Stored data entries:
== Segment start ==

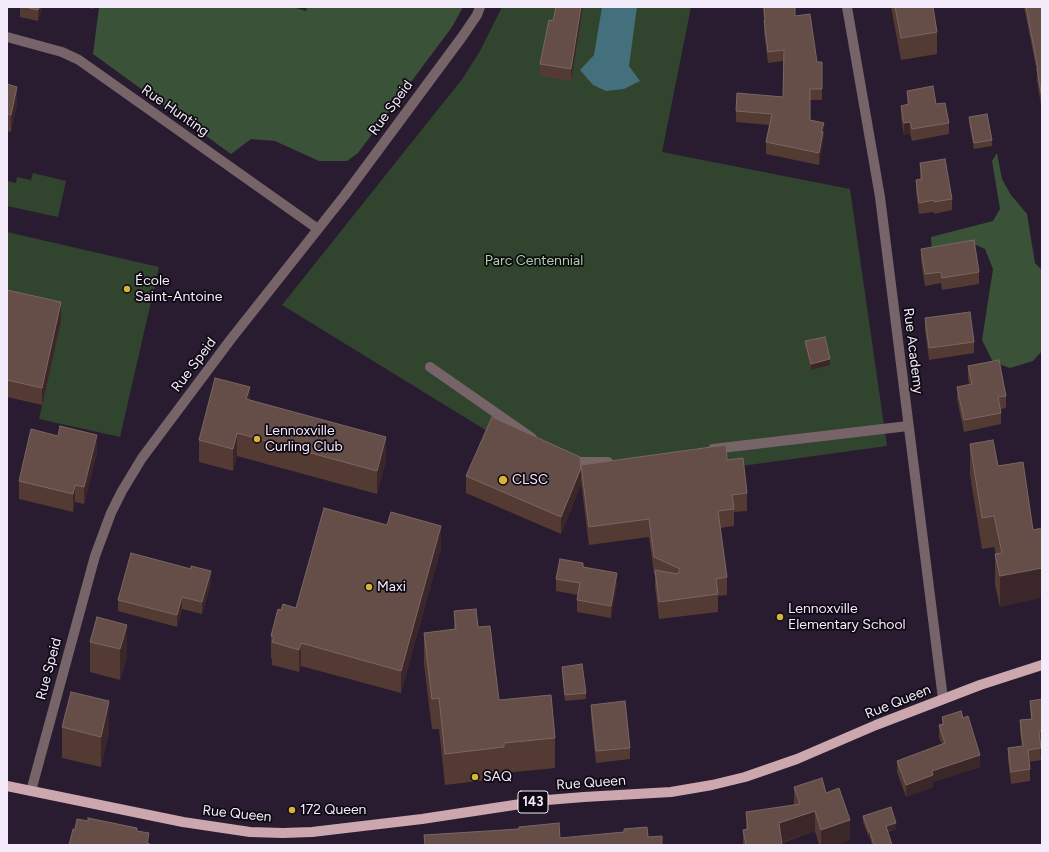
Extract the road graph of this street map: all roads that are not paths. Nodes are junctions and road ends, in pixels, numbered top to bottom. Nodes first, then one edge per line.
1 (480, 7) edge
2 (847, 7) edge
3 (7, 37) edge
4 (318, 229) junction
5 (430, 367) dead end
6 (908, 426) junction
7 (540, 443) edge
8 (702, 451) edge
9 (556, 454) edge
10 (615, 462) edge
11 (1042, 664) edge
12 (943, 699) junction
13 (7, 786) edge
14 (30, 791) junction

1 - 4 street, Rue Speid
2 - 6 street, Rue Academy
3 - 4 street, Rue Hunting
4 - 14 street, Rue Speid
5 - 7 street
6 - 8 street
6 - 12 street, Rue Academy
9 - 10 street
11 - 12 main road, Rue Queen / 143
12 - 14 main road, Rue Queen / 143
13 - 14 main road, Rue Queen / 143

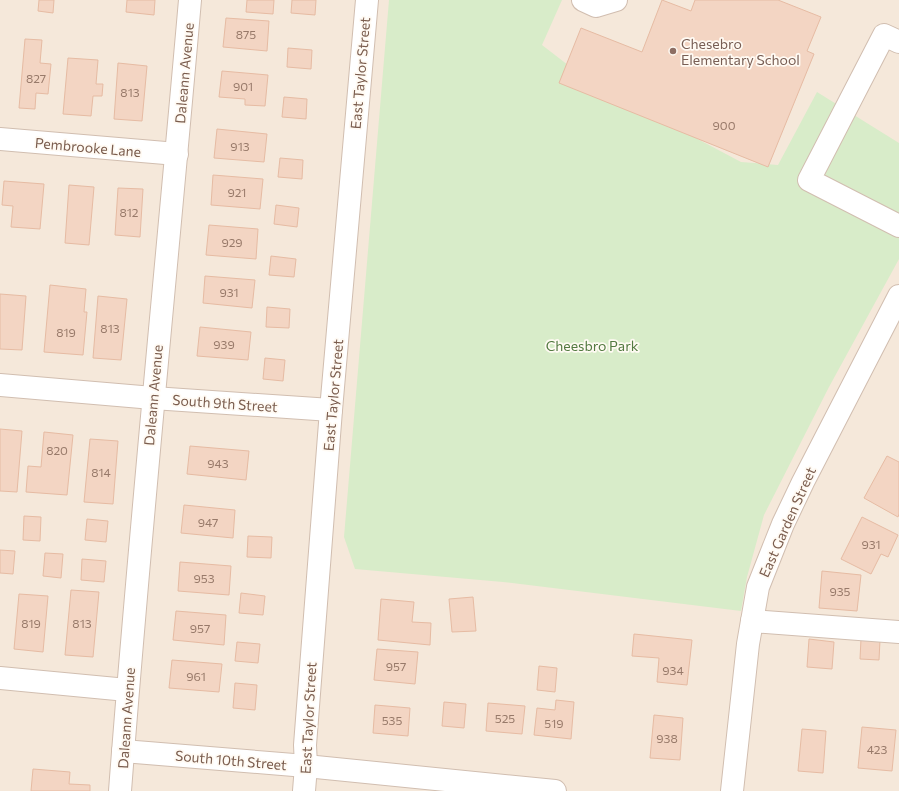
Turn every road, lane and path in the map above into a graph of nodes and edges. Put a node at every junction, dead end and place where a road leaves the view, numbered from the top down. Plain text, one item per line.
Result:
1 (190, 0) edge
2 (367, 0) edge
3 (583, 0) edge
4 (616, 0) edge
5 (899, 42) edge
6 (0, 139) edge
7 (176, 154) junction
8 (899, 226) edge
9 (899, 296) edge
10 (0, 385) edge
11 (153, 398) junction
12 (331, 410) junction
13 (752, 622) junction
14 (899, 632) edge
15 (0, 678) edge
16 (128, 690) junction
17 (123, 751) junction
18 (306, 766) junction
19 (120, 791) edge
20 (304, 791) edge
21 (555, 791) edge
22 (732, 791) edge

1 - 7 street, Daleann Avenue
2 - 12 street, East Taylor Street
3 - 4 street
5 - 8 street
6 - 7 street, Pembrooke Lane
7 - 11 street, Daleann Avenue
9 - 13 street, East Garden Street
10 - 11 street, South 9th Street
11 - 12 street, South 9th Street
11 - 16 street, Daleann Avenue
12 - 18 street, East Taylor Street
13 - 14 street
13 - 22 street, East Garden Street
15 - 16 street
16 - 17 street, Daleann Avenue
17 - 18 street, South 10th Street
17 - 19 street, Daleann Avenue
18 - 20 street, East Taylor Street
18 - 21 street, South 10th Street

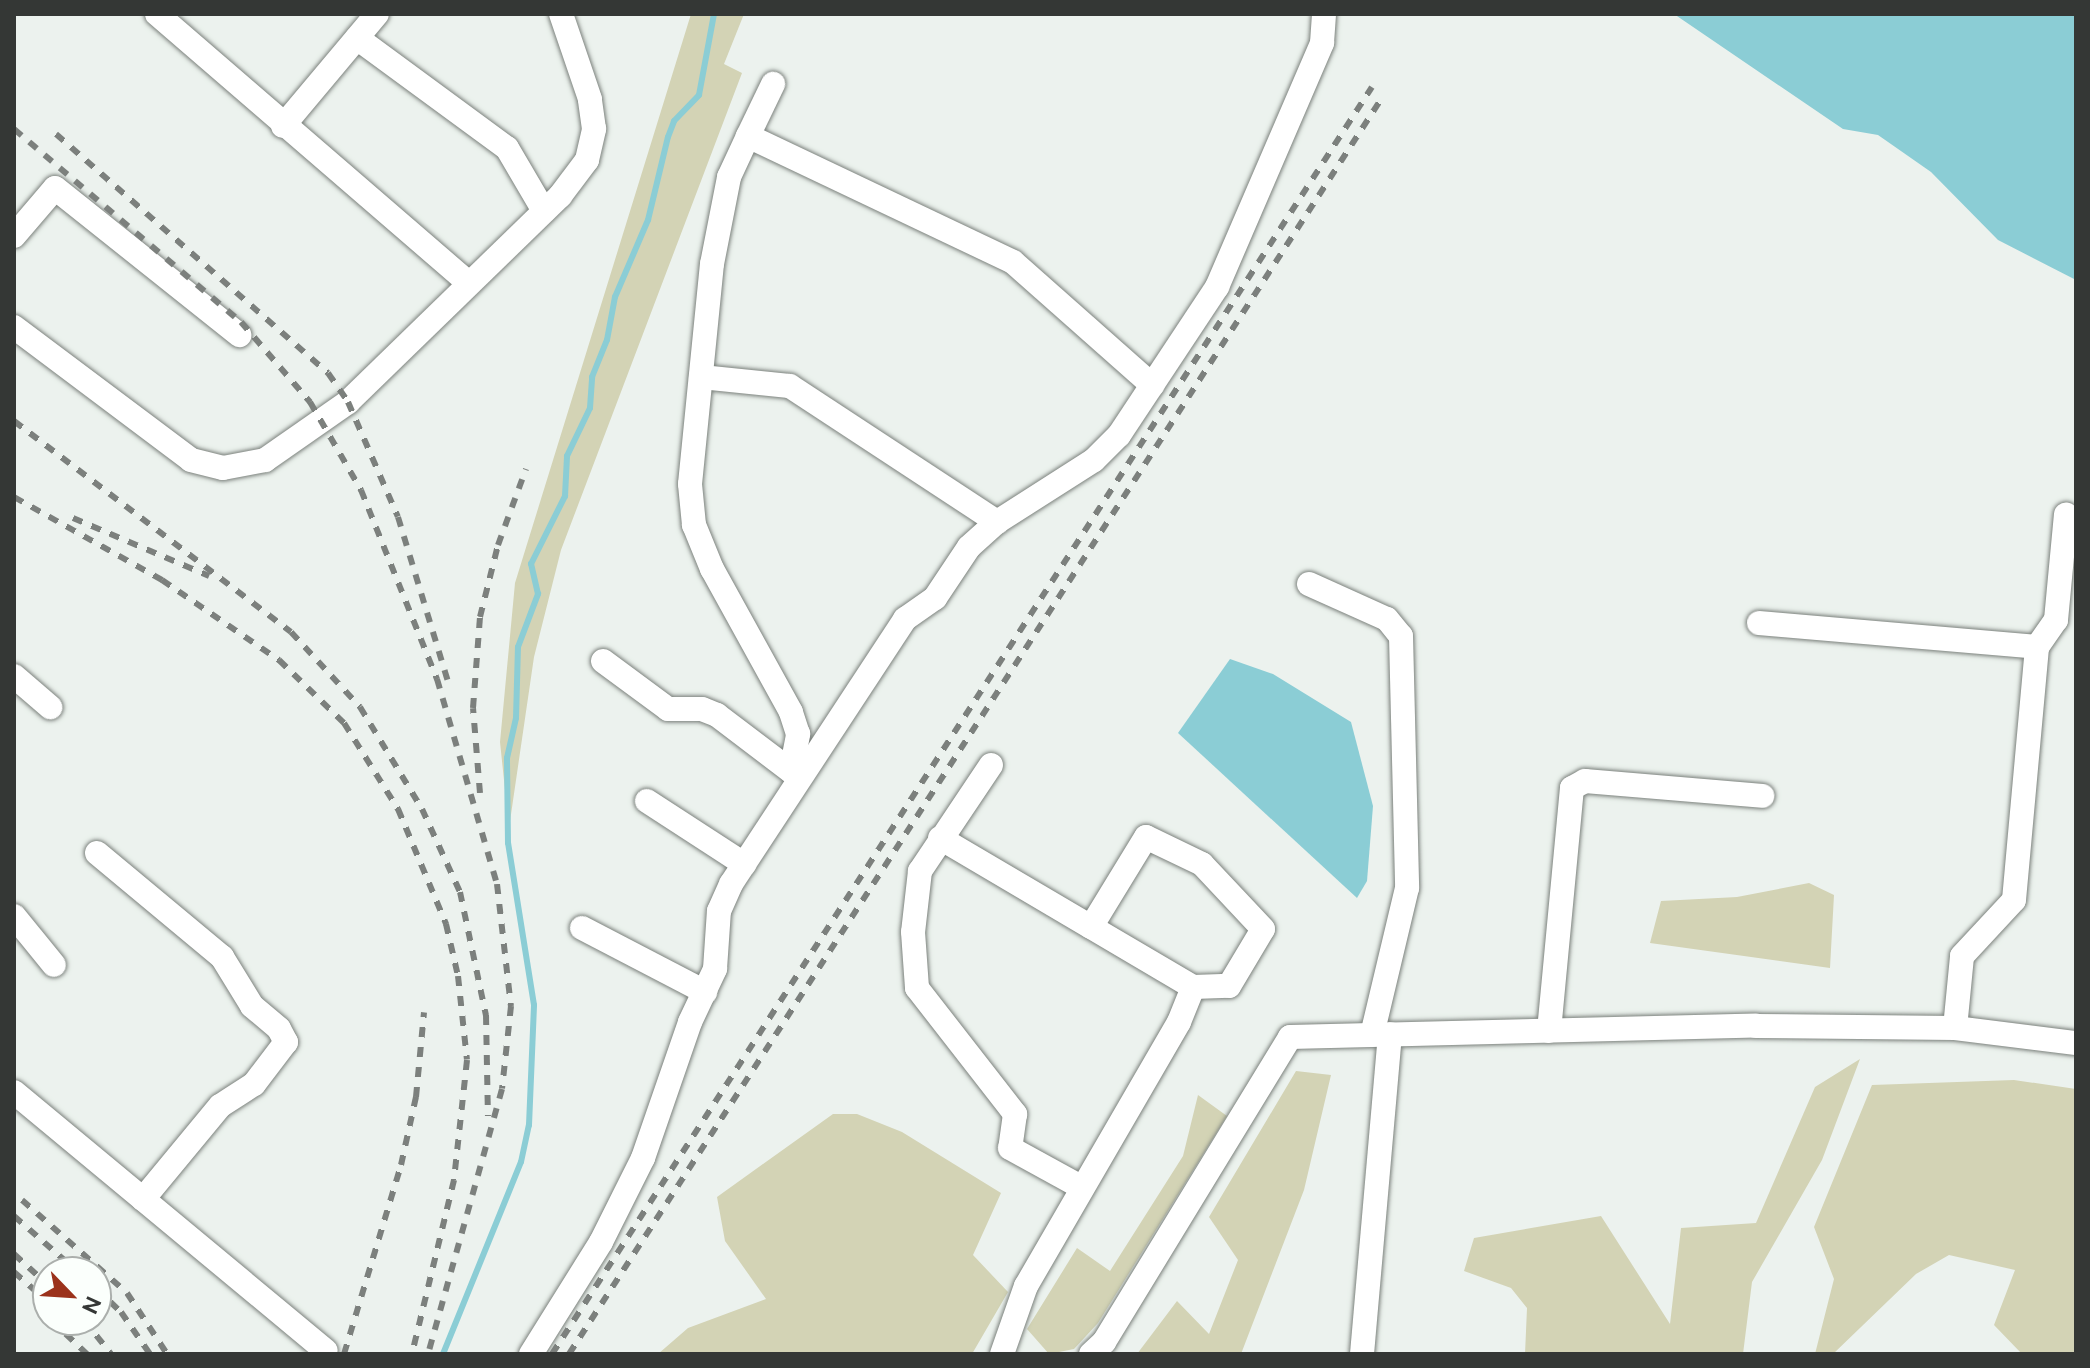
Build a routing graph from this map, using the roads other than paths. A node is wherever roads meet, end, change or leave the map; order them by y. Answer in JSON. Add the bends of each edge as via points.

== Segment end ==

WHAT YOU HAVE TO DO
Without the pictures, return all the entries above exactly as they stand.

SOLUTION BELOW
Extract the road graph of this street map: all roads that are not paths. Nodes are junctions and road ends, in pixels, numbered top to bottom. Nodes first, then one edge per line.
1 (480, 7) edge
2 (847, 7) edge
3 (7, 37) edge
4 (318, 229) junction
5 (430, 367) dead end
6 (908, 426) junction
7 (540, 443) edge
8 (702, 451) edge
9 (556, 454) edge
10 (615, 462) edge
11 (1042, 664) edge
12 (943, 699) junction
13 (7, 786) edge
14 (30, 791) junction

1 - 4 street, Rue Speid
2 - 6 street, Rue Academy
3 - 4 street, Rue Hunting
4 - 14 street, Rue Speid
5 - 7 street
6 - 8 street
6 - 12 street, Rue Academy
9 - 10 street
11 - 12 main road, Rue Queen / 143
12 - 14 main road, Rue Queen / 143
13 - 14 main road, Rue Queen / 143

Turn every road, lane and path in the map above into a graph of nodes and edges. Put a node at every junction, dead end and place where a road leaves the view, numbered from the top down. Plain text, one item per line.
Result:
1 (190, 0) edge
2 (367, 0) edge
3 (583, 0) edge
4 (616, 0) edge
5 (899, 42) edge
6 (0, 139) edge
7 (176, 154) junction
8 (899, 226) edge
9 (899, 296) edge
10 (0, 385) edge
11 (153, 398) junction
12 (331, 410) junction
13 (752, 622) junction
14 (899, 632) edge
15 (0, 678) edge
16 (128, 690) junction
17 (123, 751) junction
18 (306, 766) junction
19 (120, 791) edge
20 (304, 791) edge
21 (555, 791) edge
22 (732, 791) edge

1 - 7 street, Daleann Avenue
2 - 12 street, East Taylor Street
3 - 4 street
5 - 8 street
6 - 7 street, Pembrooke Lane
7 - 11 street, Daleann Avenue
9 - 13 street, East Garden Street
10 - 11 street, South 9th Street
11 - 12 street, South 9th Street
11 - 16 street, Daleann Avenue
12 - 18 street, East Taylor Street
13 - 14 street
13 - 22 street, East Garden Street
15 - 16 street
16 - 17 street, Daleann Avenue
17 - 18 street, South 10th Street
17 - 19 street, Daleann Avenue
18 - 20 street, East Taylor Street
18 - 21 street, South 10th Street

Build a routing graph from this map, using the roads other than paths. A node is wherever roads meet, end, change or leave the map; order them by y. Answer in JSON. Add the bends of each edge as via points.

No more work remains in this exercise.